▸ **Activity**
Within the listing below, show every line that contains the word "عائشه".

--*--

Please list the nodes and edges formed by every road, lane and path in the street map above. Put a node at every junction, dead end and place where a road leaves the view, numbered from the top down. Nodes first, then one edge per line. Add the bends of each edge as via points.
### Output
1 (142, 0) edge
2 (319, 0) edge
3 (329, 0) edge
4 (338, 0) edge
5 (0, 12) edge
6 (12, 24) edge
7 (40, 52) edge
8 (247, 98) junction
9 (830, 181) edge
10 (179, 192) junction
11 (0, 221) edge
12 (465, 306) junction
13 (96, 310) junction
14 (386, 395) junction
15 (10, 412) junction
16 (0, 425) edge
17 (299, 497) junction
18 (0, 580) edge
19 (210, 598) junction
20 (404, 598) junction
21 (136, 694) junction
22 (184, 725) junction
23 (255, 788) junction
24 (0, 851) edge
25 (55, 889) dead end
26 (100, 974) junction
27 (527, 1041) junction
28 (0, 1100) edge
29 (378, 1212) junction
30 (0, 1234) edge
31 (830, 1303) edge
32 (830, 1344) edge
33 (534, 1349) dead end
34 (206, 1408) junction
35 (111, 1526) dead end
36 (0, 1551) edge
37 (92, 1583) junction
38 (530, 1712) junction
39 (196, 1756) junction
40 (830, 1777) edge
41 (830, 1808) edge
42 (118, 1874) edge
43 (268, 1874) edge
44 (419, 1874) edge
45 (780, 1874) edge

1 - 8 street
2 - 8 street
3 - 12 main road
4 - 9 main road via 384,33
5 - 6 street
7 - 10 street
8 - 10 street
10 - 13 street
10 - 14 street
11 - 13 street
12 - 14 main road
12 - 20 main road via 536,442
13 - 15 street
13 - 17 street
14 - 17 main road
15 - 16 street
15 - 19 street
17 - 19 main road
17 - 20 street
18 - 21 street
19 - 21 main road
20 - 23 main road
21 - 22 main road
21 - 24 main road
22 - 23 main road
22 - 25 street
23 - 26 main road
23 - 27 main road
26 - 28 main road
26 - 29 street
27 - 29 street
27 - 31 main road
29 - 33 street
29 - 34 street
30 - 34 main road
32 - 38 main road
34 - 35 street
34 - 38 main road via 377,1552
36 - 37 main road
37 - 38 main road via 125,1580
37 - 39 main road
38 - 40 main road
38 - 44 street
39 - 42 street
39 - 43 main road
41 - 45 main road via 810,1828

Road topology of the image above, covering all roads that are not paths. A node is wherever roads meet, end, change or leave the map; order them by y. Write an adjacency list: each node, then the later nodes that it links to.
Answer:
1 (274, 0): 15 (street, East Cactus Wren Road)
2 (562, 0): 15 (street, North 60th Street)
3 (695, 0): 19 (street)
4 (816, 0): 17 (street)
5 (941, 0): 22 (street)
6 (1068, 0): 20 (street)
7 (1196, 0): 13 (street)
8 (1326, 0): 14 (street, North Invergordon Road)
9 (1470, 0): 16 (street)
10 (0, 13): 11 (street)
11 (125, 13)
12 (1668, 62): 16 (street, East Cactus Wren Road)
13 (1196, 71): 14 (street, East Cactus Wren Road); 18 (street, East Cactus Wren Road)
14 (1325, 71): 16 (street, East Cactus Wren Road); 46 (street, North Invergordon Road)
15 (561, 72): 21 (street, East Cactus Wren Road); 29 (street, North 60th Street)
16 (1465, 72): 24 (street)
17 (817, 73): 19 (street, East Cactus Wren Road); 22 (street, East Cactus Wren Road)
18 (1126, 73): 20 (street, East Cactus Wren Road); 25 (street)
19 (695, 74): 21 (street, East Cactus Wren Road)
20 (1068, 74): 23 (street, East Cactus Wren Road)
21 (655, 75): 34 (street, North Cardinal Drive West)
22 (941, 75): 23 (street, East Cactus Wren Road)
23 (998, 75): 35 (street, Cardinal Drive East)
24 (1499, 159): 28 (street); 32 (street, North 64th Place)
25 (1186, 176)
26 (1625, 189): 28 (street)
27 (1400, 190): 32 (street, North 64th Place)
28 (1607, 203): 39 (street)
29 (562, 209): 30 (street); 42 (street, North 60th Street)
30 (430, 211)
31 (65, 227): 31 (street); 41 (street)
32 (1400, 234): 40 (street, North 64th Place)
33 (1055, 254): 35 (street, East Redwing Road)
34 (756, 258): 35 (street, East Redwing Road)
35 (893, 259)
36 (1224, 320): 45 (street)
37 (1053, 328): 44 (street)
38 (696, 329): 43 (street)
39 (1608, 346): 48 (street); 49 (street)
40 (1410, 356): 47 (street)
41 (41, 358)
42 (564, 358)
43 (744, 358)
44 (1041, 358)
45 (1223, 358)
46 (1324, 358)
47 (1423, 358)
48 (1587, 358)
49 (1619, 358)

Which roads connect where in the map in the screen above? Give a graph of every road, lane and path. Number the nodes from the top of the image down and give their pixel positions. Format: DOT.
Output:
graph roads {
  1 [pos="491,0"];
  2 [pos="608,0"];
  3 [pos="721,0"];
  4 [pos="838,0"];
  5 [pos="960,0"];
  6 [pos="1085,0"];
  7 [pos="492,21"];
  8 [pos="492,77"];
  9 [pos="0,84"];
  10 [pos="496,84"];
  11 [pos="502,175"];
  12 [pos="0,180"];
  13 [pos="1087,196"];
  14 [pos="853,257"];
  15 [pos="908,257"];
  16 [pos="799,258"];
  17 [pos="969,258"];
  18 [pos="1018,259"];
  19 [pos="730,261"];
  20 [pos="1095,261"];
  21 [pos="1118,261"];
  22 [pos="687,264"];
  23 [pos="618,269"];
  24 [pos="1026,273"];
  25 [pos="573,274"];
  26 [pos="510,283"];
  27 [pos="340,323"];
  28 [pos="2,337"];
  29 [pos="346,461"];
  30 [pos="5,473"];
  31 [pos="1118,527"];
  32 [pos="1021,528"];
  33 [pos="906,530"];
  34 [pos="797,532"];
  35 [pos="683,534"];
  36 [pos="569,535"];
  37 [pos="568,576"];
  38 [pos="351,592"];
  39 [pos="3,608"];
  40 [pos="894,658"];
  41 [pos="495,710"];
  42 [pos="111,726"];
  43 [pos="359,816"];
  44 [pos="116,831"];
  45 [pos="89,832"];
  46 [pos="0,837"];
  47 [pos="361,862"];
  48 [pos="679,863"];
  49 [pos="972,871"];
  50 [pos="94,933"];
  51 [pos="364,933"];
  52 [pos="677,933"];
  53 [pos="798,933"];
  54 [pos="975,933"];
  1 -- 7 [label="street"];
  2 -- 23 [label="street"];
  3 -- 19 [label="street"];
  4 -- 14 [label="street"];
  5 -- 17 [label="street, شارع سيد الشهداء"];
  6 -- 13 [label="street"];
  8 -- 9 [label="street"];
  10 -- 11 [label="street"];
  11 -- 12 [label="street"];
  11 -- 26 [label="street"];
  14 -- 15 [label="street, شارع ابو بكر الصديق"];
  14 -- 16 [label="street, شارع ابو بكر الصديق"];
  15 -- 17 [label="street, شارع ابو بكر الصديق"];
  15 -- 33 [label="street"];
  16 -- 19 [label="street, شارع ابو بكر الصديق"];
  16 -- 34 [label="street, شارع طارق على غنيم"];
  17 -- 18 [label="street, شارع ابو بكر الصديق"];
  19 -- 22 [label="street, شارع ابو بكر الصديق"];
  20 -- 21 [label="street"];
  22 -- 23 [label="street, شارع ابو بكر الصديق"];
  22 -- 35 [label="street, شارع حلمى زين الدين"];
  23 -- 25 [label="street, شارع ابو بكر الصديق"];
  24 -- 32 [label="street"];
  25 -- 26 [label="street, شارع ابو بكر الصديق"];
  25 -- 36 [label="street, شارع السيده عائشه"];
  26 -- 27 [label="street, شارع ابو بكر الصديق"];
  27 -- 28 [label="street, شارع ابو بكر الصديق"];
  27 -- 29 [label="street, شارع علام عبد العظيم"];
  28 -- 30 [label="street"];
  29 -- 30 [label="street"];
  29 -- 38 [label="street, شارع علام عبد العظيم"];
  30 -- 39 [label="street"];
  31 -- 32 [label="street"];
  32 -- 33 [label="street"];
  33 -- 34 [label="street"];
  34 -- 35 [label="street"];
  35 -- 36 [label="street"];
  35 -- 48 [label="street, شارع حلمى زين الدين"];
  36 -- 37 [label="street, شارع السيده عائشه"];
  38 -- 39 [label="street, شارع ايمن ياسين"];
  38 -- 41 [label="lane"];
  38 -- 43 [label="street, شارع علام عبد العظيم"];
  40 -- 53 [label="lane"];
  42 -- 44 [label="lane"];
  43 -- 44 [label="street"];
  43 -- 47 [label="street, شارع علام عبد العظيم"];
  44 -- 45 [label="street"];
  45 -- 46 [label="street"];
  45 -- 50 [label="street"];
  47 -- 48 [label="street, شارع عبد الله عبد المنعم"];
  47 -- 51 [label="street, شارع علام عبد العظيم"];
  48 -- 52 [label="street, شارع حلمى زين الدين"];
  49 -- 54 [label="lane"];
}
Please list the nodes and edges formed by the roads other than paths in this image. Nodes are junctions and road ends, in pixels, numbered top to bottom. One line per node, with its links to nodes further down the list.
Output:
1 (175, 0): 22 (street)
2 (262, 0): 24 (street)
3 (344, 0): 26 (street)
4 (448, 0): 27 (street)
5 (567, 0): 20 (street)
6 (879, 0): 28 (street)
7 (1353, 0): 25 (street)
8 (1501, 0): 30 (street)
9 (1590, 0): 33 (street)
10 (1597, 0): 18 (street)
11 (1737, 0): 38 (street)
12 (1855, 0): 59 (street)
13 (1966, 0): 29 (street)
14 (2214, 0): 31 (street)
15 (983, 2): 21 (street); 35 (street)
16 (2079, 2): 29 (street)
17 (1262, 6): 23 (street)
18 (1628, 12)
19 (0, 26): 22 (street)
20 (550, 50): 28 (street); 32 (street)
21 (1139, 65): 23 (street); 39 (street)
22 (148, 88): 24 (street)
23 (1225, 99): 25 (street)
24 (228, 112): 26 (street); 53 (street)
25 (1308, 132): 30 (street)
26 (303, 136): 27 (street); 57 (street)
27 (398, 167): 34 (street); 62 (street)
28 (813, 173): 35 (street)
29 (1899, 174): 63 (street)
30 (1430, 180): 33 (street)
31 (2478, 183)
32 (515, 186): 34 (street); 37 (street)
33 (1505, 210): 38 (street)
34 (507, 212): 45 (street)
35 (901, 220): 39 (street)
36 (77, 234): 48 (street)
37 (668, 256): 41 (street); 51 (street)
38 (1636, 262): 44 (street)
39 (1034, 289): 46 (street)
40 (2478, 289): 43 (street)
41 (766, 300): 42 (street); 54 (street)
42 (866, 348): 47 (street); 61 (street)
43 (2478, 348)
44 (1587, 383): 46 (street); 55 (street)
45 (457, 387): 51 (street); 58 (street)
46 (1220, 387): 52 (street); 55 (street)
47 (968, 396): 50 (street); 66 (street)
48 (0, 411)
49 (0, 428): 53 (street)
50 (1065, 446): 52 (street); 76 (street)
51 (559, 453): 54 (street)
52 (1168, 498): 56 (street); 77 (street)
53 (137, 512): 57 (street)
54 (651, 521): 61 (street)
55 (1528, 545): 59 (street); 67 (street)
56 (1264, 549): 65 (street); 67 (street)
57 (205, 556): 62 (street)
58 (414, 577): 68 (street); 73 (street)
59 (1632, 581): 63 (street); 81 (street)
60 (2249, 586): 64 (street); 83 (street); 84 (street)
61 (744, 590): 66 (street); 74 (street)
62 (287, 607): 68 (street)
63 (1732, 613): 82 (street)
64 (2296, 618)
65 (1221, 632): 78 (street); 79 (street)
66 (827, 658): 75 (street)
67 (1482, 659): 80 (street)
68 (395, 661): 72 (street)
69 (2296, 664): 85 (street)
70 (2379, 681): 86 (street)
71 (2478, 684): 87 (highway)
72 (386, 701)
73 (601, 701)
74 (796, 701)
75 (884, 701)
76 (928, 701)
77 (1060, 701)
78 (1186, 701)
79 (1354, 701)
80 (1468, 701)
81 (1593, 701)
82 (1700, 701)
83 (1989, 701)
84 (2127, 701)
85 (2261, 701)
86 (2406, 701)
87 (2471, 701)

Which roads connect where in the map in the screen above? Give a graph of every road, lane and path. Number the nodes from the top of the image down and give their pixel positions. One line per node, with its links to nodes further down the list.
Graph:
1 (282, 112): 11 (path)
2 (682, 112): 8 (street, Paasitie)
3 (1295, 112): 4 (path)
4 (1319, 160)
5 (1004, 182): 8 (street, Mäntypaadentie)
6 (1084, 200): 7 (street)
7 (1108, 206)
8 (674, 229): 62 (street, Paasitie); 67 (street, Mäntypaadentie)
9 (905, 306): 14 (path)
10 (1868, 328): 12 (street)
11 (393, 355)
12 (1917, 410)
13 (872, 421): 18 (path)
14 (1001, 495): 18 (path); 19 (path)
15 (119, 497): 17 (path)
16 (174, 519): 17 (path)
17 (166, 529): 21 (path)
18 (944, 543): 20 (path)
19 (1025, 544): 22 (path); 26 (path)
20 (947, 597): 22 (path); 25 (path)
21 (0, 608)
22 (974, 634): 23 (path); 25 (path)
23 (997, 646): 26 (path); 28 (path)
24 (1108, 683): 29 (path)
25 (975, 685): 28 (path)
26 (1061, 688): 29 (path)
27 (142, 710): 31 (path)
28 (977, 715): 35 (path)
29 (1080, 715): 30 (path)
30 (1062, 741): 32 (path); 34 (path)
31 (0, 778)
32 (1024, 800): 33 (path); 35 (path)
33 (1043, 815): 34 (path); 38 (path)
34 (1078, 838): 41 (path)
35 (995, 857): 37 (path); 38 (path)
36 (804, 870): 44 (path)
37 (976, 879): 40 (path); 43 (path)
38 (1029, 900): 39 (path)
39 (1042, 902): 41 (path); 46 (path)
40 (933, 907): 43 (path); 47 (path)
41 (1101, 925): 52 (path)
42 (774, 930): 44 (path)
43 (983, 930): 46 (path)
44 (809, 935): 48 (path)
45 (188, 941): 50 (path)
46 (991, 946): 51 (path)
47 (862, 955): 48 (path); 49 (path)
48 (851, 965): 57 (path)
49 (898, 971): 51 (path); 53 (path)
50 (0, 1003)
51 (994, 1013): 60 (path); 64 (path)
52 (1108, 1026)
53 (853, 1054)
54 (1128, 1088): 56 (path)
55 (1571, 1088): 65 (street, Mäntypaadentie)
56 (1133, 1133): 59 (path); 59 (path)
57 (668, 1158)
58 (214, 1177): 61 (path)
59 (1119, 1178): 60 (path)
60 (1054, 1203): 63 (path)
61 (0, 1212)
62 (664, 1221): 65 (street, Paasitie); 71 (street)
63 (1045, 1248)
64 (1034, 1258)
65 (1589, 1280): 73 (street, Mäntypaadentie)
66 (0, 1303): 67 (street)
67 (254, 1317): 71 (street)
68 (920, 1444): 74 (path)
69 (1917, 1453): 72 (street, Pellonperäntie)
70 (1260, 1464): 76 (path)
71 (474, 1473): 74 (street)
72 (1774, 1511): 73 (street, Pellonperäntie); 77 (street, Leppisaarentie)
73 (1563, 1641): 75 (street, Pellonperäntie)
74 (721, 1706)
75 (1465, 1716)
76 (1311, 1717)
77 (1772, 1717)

--*--

▸ **Worked solution**
  25 -- 36 [label="street, شارع السيده عائشه"];
  36 -- 37 [label="street, شارع السيده عائشه"];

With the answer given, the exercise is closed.